• YOUR OBJECTIVE: Nothing but the lines holding the string "Colt" should appear in the answer. Copy them from the entries.

[Opening DATA FOR THIS TASK section]

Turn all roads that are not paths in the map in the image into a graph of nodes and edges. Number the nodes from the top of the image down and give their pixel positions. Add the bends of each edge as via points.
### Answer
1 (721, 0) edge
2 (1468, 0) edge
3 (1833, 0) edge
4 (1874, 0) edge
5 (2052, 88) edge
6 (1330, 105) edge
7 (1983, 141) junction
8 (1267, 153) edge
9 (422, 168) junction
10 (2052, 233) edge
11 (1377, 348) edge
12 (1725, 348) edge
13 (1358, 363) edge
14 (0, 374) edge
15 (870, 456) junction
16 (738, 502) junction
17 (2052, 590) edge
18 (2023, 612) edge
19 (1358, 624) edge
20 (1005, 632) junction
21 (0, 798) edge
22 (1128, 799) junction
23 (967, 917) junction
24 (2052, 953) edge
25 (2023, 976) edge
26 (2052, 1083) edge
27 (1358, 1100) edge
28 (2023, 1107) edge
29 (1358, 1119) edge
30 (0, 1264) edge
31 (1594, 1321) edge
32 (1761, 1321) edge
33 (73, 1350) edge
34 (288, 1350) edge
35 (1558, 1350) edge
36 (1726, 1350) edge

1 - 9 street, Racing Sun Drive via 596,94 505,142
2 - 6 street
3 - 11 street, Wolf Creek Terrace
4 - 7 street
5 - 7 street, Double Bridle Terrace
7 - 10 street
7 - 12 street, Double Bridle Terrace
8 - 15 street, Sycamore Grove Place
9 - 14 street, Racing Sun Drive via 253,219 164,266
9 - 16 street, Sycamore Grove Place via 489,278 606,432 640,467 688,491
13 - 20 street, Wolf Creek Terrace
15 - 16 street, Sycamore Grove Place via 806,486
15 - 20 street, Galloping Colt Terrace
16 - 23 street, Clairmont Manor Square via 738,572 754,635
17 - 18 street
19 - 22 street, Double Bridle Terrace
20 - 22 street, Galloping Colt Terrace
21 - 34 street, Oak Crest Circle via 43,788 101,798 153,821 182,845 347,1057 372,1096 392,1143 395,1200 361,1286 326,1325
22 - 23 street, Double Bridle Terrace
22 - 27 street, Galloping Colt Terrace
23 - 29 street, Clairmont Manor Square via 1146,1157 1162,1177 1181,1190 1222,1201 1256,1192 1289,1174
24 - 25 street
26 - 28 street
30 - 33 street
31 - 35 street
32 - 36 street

[Closing DATA FOR THIS TASK section]

• THE COMPLETED TASK:
15 - 20 street, Galloping Colt Terrace
20 - 22 street, Galloping Colt Terrace
22 - 27 street, Galloping Colt Terrace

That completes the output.